NY cotton eases; USDA seen cutting US output, world stocks

* US output seen down 300,000 bales vs USDA est-Reuters poll
* World-ending stocks seen below 70 mln bales - Reuters poll
* Texas crop seen at 5.5 mln bales vs 3.5 mln yr ago - poll

NEW YORK, Aug 9 (Reuters) - Cotton futures eased slightly on
Thursday ahead of the U.S. government's keenly awaited monthly
crop report on Friday, with market participants expecting record
inventory this year even as concerns mount about crop damage in
India and the United States, the world's No. 2 and 3 producers.

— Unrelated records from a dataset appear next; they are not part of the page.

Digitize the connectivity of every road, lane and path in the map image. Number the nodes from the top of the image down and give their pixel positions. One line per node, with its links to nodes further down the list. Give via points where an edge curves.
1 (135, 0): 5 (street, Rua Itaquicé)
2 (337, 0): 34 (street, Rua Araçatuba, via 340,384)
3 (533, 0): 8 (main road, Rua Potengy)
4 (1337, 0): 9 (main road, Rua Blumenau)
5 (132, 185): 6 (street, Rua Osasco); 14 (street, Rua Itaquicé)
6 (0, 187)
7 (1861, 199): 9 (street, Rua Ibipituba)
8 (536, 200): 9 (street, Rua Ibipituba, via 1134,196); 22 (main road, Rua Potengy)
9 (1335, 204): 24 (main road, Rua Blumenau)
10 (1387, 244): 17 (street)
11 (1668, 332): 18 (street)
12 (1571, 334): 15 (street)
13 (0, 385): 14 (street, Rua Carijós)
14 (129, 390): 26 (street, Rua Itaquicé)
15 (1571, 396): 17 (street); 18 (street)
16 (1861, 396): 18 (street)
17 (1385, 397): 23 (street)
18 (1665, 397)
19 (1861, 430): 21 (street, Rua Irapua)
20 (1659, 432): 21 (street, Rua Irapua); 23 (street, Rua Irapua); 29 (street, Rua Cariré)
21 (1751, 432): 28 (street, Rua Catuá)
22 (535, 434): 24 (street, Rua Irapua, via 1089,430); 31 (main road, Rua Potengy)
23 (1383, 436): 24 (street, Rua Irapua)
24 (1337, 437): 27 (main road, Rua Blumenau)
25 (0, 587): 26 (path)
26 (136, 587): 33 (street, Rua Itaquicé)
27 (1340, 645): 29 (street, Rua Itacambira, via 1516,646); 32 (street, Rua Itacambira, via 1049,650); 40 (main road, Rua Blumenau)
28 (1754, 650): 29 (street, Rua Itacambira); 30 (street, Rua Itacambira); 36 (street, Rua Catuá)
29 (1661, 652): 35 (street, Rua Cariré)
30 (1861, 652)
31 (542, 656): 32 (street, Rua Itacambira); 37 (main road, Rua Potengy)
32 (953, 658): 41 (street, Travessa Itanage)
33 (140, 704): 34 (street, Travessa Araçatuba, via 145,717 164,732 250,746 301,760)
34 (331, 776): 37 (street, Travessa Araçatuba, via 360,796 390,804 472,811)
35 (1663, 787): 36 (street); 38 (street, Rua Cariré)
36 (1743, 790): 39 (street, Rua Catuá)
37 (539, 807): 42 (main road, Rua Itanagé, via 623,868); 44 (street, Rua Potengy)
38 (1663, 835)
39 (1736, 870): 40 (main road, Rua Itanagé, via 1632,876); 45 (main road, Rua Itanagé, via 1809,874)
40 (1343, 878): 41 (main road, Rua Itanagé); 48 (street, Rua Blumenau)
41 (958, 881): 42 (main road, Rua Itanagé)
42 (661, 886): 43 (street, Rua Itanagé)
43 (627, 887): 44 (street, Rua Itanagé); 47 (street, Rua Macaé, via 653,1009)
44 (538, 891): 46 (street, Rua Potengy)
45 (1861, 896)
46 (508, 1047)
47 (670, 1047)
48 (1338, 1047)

After rising above 77 cents for the first time since
mid-May, investors took profits late in the session, pushing
prices back to near unchanged by the close.
The benchmark December cotton contract on ICE Futures
U.S. settled at 75.95 cents per lb, down just 0.05 cent from
Wednesday.
The 2012/13 season, which started on Aug. 1, hangs in the
balance, as traders speculate whether China will release a
portion of its massive 27-million-bale strategic stockpile.
Beijing may auction off a share of that stash, which
accounts for almost half of the 2011/12 ending stocks, as it
readies for another shopping spree during this marketing season.
Brokers say the aim is twofold: maintain ready fiber
supplies for its textile mills if needed and support cotton
prices for domestic farmers.
"Everything I see points to Chinese government buying and
releasing when they need it," said Ron Lawson, managing director
of logicadvisors.com.
Whatever secretive moves the authorities make behind the
scenes, it is likely to prove decisive to global trade flows,
particularly if India's crop is damaged by the drought.
The chances of a prolonged dry spell rose on Thursday after
the U.S. weather agency cautioned that the El Nino phenomenon,
which caused India's last drought, is almost certain to occur in
the next two months and will last into 2013.
Indian authorities have already sounded the alarm on a
potential drought - the first in three years - after the weak
start to the vital monsoon rain season.
In the domestic market, the next two weeks will be crucial
for farmers in Texas, the country's largest-producing region, as
blooming crops struggle without rain.
"It looks hot and thirsty," said Jay Yates, risk specialist
with Texas AgriLife Extension Service, standing in a field
planted with cotton in Texas. "We had enough moisture to get
things started, but less than an inch since."

PRICED IN CUTS
Following the 10-percent jump in prices since the start of
the month, the market may be expecting a larger cut to the
USDA's ending stock levels in Friday's report than is realistic.
An informal poll by Reuters showed analysts, traders and
academics expect global ending stocks in the 2012/13 season of
69 million bales.
That is still the highest since the government records began
in 1960 and builds on the 66.7 million bales estimated for the
end of the 2011/12 season.
But it is down 5 percent from USDA's 72.4-million-bale
forecast, largely due to expectations crop damage in India, for
which the USDA is unlikely to have accounted yet.
The USDA's output projection for India of 24 million bales,
down from 26.5 million bales in the 2010/11 season, is too high,
but may not come down yet, traders said.
Keith Flury, cotton analyst at Rabobank, pegged the eventual
number in the low 20-million-bale area.
A dry spell in Texas, still recovering from last year's
drought which halved the crop size, has also forced analysts to
reduce regional and national forecasts.
A poll of 10 analysts, traders and academics pegged U.S.
output at 16.6 million bales, down from the USDA's current
estimate of 17 million, but up from the 15.57 million produced
last year.
A third of that will come from Texas with output there seen
at 5.5 million bales, the survey showed. That is almost
two-thirds higher than the 3.5 million bales produced last year,
but below historic averages of 6 million to 7 million bales.